§ Problem description: Go through the data underneath and report how many lines hold the string "hand", giving only the number.

________

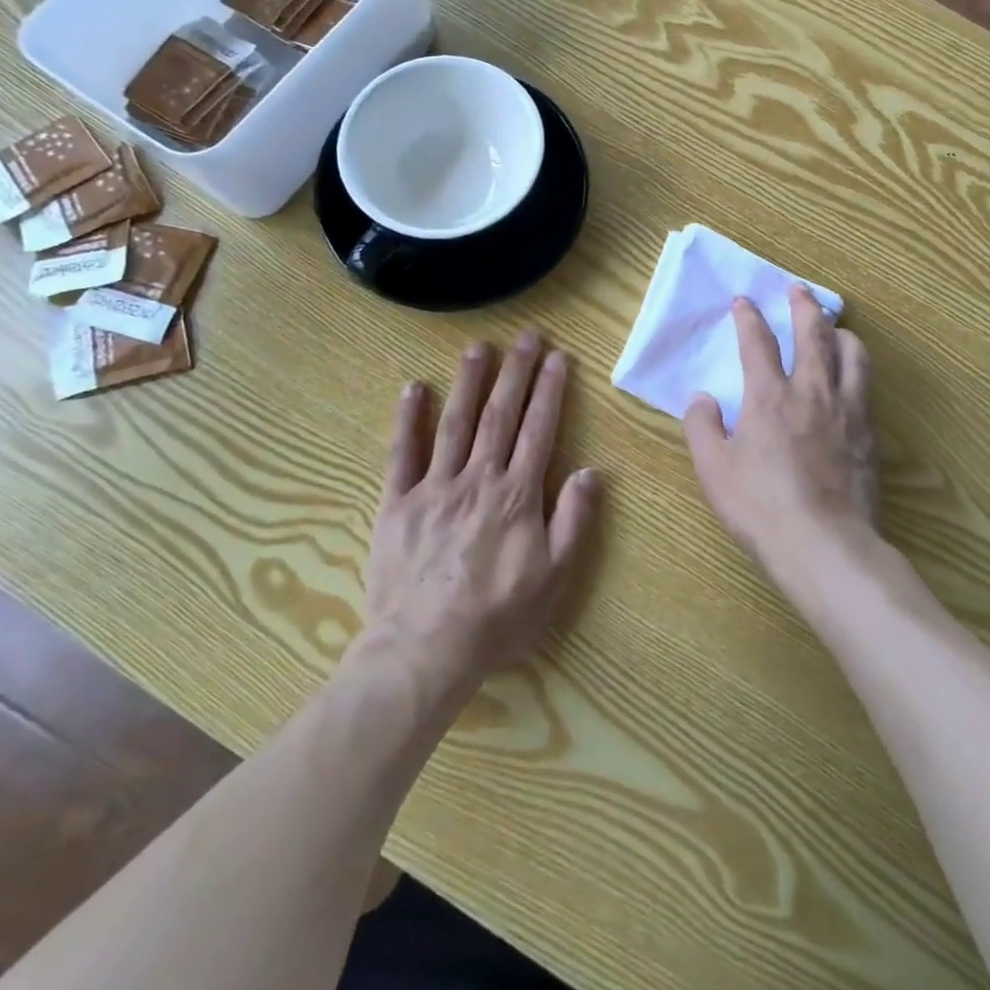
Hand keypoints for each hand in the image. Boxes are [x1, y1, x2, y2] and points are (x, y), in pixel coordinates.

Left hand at [364, 335, 598, 688]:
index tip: (558, 358)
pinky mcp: (397, 503)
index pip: (538, 430)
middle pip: (500, 415)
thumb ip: (573, 520)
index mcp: (516, 495)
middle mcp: (477, 479)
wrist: (424, 651)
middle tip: (527, 337)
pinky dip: (407, 419)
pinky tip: (412, 388)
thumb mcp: (554, 577)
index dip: (550, 390)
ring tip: (479, 347)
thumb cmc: (497, 618)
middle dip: (516, 372)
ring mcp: (434, 488)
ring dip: (468, 381)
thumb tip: (591, 471)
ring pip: (454, 423)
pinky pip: (401, 454)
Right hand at [683, 289, 879, 593]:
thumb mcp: (713, 468)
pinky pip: (867, 386)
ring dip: (841, 333)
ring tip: (835, 327)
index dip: (749, 317)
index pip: (757, 342)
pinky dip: (858, 368)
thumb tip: (702, 397)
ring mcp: (846, 410)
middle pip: (813, 334)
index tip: (744, 301)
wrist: (823, 543)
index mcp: (768, 396)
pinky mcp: (869, 433)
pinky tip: (854, 376)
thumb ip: (701, 426)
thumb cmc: (760, 505)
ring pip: (851, 354)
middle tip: (799, 290)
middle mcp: (811, 391)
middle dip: (804, 307)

________

§ Exercise response: 3